Mecklenburg-Western Pomerania, with its sandy beaches and picturesque coastline, has become a magnet for tourists in recent years -- from elsewhere in Germany and abroad. Residents appear to be growing aware of the fact that the strength of the far-right in the state could become a drag on this needed boost.
'A Dangerous Place To Be for Minorities'
The state has been on the international radar since August 1992. For several nights between Aug. 22-24, far-right thugs hurled stones and Molotov cocktails at a dormitory that had been home to Vietnamese and Roma asylum seekers. If the terror itself hadn't been enough to land the city in the international headlines, then the fact that hundreds, if not thousands, of locals stood by and cheered the violence on certainly had been. Xenophobic local residents by far outnumbered regional police, who struggled to quell the chaos.
Even today, parts of the state remain "a dangerous place to be for minorities," warned Professor Hajo Funke, a prominent analyst of the far right at Berlin's Free University. Funke said violence against ethnic minorities, who comprise only around 1 percent of the state's population, is widespread. He also accused officials of not doing enough to stop extremism.

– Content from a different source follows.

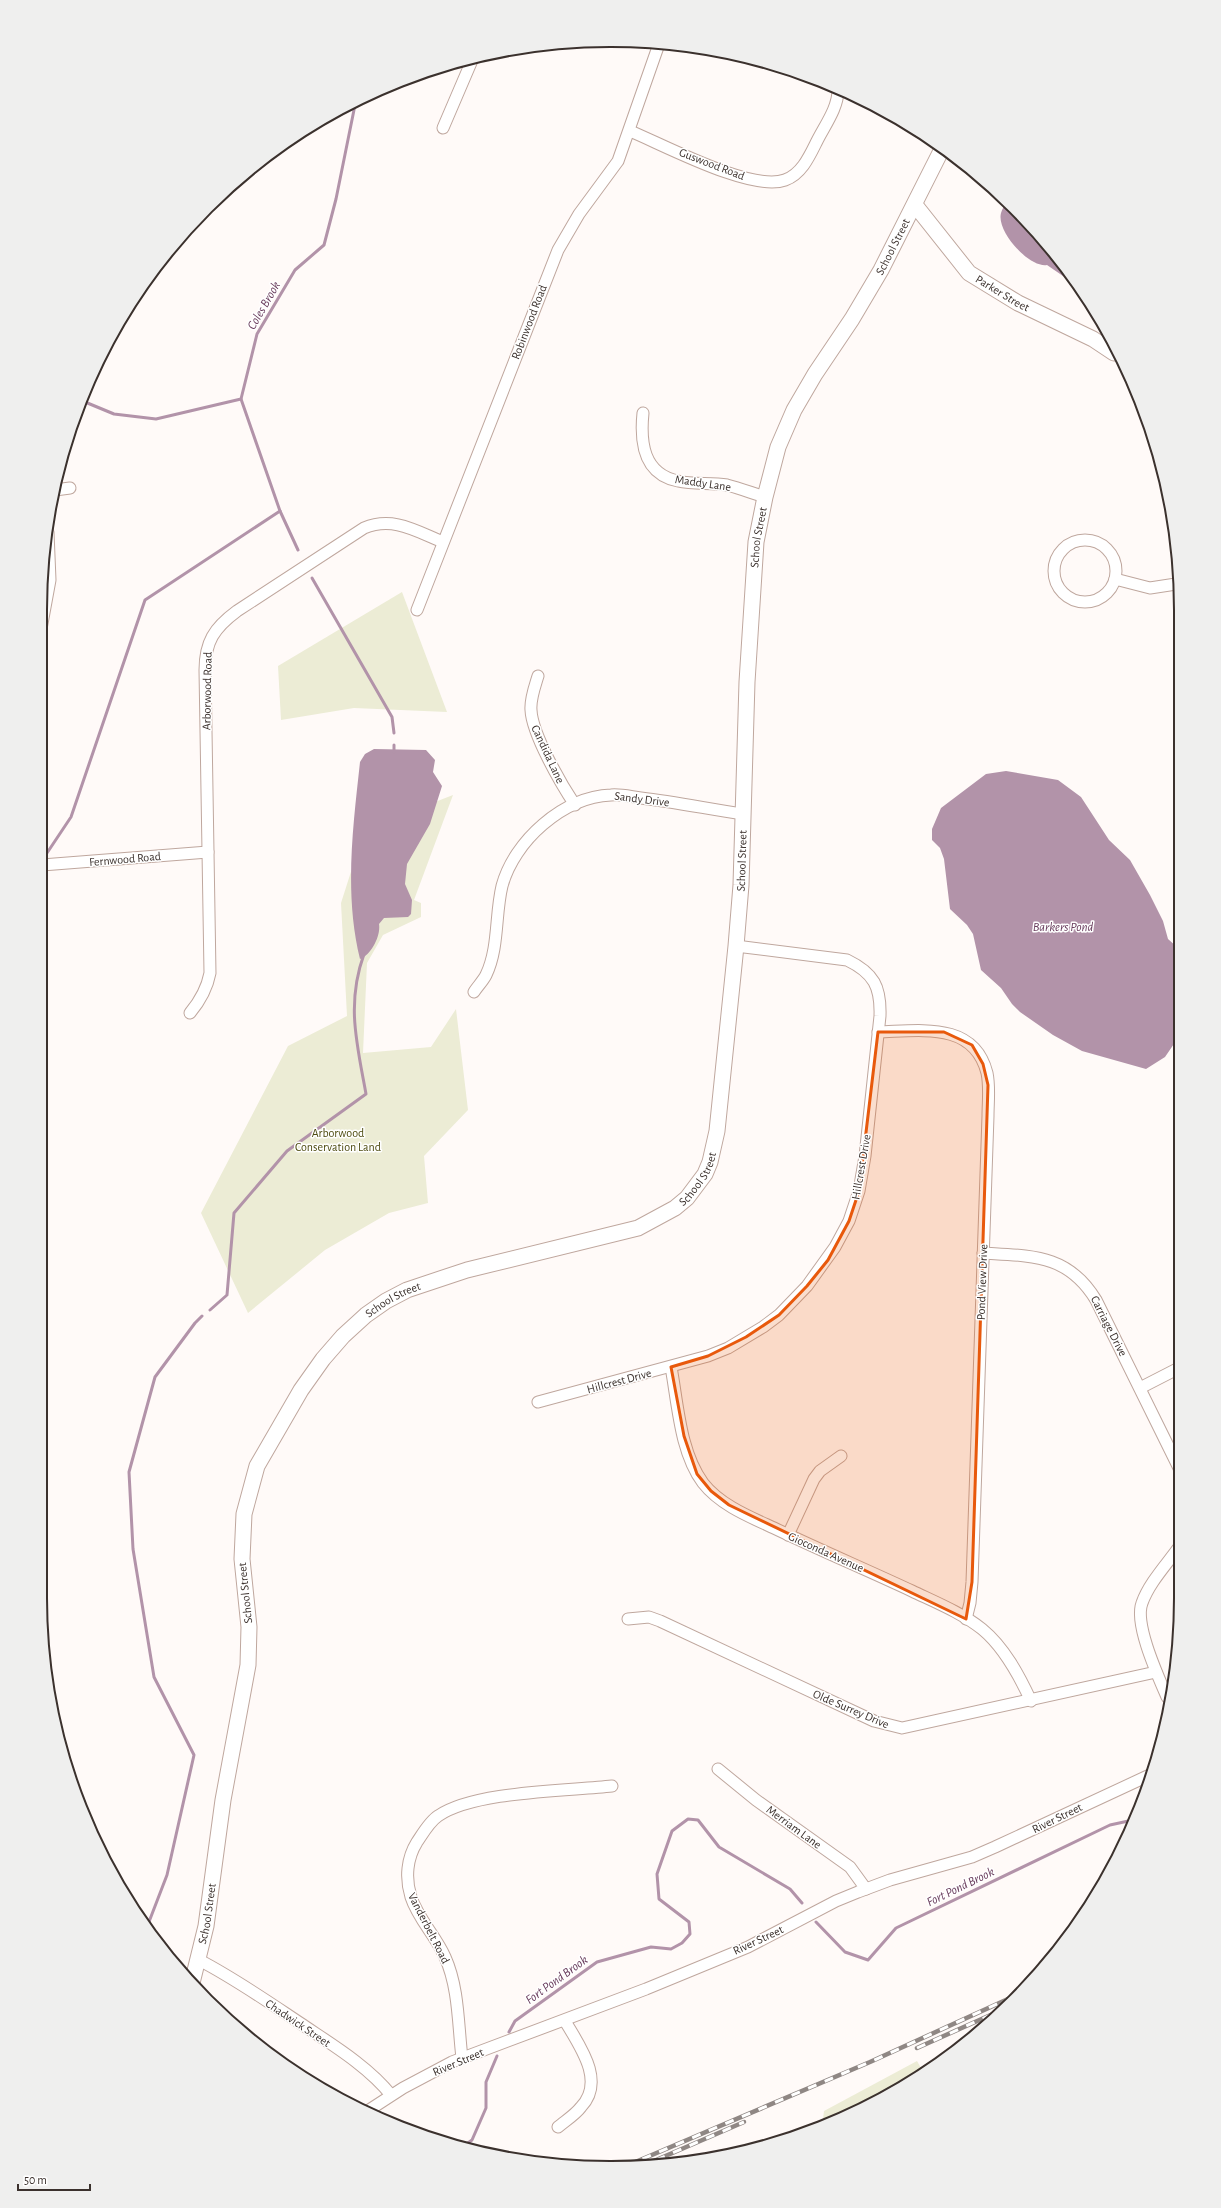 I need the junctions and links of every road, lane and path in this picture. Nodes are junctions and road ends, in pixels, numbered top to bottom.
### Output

Now it seems that locals like the golfers at Fleesensee are stepping up to fix the image problem. "We still have a problem here with the Nazis, especially in the areas of Mecklenburg located near the Polish border," said Peter Marx, the Mecklenburg-Western Pomerania correspondent for Germany's Deutschlandradio, a national public radio station. Marx himself conceived the idea for the tournament and organized the event.
His experiences alone are symbolic of the resistance that can be faced by people who go public with their opposition to far-right sentiment in the area. Marx said he received angry and sometimes threatening emails and calls from locals in the weeks leading up to the event. "Many people told me it was a crazy idea and that they hated it," he said. "They told me that there should be a tournament against the left and not the right."
Those hostilities seemed to be forgotten on the golf links on Saturday. As golfers toiled for five hours in the 32-degrees Celsius (almost 90 degrees Fahrenheit) heat, Amri Habimana played drums in a booth situated near the entrance to the club. Habimana emigrated to nearby Neubrandenburg in 1994 after fleeing the deadly unrest in Rwanda. Today, he is a musician with ProVie Theater, one of the two benefactors of the fundraising effort. As part of the program, he travels to schools in the region, where he shares African music and encourages students to play along with the instruments he has brought -- introducing them to multiculturalism along the way.
Habimana said that when he first arrived in Germany, people would often glare at him. Now, though, he says, "everybody knows who I am and things have gotten better."
"We have racist people here because they don't know anything about other cultures," said Habimana. "But after our performances, we often receive calls from parents or kids asking more questions about Africa."